Mas também calar-se para dizer com verdade a própria palavra. Às vezes, o silêncio é a melhor oração e a palavra mais clara – como diante da dor ou na presença do mistério.
Outras vezes, do silêncio brota a palavra. O importante não é falar muito, mas dizer a Deus algo pessoal.
O silêncio cria espaço para acolhimento, onde a palavra é fecundada pela nobreza de respeito e esperança. “Nas vossas orações não multipliqueis as palavras, como fazem os pagãos” (Mt 6,7).
Quando S. Paulo fala da oração que o Espírito diz dentro de nós, resume todo o seu conteúdo numa só palavra cheia de densidade: “Abba, Pai!” (Rom 8,15).
O silêncio não é ausência de comunicação. Justamente do silêncio surge a comunicação mais válida.
O silêncio é concentração, imersão em si mesmo, unificação de todos os níveis do ser, porque na dispersão de si mesmo não se pode dizer nada que valha a pena.
É como o silêncio daquele que admira, que contempla, que ama, que está criando uma obra de arte; daquele que se sente na presença de algo que o ultrapassa, daquele que espera, do solista que diz sua palavra musical sozinho e concentrado…
É nessa atmosfera que se dá a experiência íntima e pessoal que se chama oração.
Tudo isso não significa um convite a desligar a oração da vida, nem a fugir para o deserto.

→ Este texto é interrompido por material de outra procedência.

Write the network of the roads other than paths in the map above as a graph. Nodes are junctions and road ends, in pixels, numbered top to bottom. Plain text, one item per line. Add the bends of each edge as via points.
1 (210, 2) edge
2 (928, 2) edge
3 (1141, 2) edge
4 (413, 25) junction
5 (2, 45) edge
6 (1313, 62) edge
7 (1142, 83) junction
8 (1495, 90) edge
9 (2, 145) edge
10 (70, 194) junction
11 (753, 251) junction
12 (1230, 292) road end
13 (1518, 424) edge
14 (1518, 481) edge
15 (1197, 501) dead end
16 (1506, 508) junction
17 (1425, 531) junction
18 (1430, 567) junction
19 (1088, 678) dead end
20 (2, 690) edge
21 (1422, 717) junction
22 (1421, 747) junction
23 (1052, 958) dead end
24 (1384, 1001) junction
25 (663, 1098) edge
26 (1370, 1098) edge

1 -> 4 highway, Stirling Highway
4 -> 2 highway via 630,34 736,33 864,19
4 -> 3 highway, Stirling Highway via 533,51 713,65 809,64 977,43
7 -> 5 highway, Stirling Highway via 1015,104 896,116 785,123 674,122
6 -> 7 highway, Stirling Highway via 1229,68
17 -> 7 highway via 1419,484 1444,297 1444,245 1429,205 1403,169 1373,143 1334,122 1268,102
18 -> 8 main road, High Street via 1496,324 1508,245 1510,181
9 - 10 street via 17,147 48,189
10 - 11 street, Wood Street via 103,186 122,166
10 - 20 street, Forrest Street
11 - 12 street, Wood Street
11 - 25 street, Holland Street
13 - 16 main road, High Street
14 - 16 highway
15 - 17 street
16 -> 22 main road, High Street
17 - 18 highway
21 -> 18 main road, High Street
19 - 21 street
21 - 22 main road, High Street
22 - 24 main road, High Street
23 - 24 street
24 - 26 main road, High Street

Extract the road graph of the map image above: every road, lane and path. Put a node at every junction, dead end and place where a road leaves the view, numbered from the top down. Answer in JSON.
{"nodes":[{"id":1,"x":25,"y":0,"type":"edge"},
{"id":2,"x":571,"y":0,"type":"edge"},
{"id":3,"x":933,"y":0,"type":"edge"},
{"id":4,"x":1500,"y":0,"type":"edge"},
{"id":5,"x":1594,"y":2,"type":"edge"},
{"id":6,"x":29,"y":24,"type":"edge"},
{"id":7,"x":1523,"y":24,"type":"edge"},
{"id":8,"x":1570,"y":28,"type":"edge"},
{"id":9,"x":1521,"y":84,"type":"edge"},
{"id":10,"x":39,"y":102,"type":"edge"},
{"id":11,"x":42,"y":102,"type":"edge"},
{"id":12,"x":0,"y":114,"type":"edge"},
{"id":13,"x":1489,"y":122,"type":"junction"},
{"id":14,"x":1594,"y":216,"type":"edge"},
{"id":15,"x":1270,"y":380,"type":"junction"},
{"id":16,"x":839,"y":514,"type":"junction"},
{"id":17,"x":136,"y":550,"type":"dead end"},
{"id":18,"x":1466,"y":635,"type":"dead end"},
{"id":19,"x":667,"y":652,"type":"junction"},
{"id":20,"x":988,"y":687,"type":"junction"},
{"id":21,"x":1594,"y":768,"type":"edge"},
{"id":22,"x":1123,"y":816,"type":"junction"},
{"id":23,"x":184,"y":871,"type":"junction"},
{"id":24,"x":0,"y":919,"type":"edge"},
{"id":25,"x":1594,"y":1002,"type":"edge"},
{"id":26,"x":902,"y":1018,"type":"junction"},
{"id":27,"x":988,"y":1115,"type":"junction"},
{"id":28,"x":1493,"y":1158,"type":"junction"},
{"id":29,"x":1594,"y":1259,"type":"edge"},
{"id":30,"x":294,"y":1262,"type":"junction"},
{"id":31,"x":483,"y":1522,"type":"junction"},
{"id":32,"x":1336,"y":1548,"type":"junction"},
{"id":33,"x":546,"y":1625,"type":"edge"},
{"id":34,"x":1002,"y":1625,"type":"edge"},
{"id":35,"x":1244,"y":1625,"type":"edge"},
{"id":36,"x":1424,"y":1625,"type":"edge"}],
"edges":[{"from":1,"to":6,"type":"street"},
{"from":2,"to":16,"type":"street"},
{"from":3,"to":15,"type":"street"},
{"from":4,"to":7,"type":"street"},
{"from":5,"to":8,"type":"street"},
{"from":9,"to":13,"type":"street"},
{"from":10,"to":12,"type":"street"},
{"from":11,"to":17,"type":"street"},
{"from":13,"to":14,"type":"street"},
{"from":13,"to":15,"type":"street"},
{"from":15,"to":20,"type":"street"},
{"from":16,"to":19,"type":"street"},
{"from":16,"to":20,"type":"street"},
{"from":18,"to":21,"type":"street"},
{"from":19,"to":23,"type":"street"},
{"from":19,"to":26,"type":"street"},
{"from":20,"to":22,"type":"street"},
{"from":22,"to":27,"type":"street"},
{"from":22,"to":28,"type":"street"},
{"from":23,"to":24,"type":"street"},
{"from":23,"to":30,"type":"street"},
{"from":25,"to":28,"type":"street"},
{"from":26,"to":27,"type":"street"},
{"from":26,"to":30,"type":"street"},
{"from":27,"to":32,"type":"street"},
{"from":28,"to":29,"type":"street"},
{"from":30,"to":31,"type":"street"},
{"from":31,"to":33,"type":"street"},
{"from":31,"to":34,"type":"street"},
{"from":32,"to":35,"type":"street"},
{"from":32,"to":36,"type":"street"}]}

Quando a oração não tem a cor da vida (com suas preocupações, urgências e compromissos), a vida não costuma ter a cor da oração (com sua força estimulante e sua profundidade cristã).
Nossa vida continua sendo atividade, compromisso e, muitas vezes, palavras.
Mas é possível alguém ser ativo e, também, contemplativo. “Contemplativo na ação”. Com a capacidade de “descer” às profundezas de si mesmo.
Justamente porque em nossa vida há muito trabalho e cansaço, precisamos de silêncio e profundidade em nossos momentos de oração.
Se alguém sabe “caminhar para dentro”, superando a avalanche de palavras do mundo de hoje, pode chegar à unidade de si mesmo, ao encontro com Deus e ao compromisso em favor do irmão.
Seria uma lástima se terminássemos nossa oração tendo dito muitas “palavras” mas não tendo percebido que Alguém nos falara, sem termos dito uma palavra que brotasse do fundo do nosso eu, sem termos notado que o Espírito estava presente, ali.
Na oração: “Senhor, no silêncio, ondulação de vosso mistério, eu me faça receptivo a novas bênçãos”.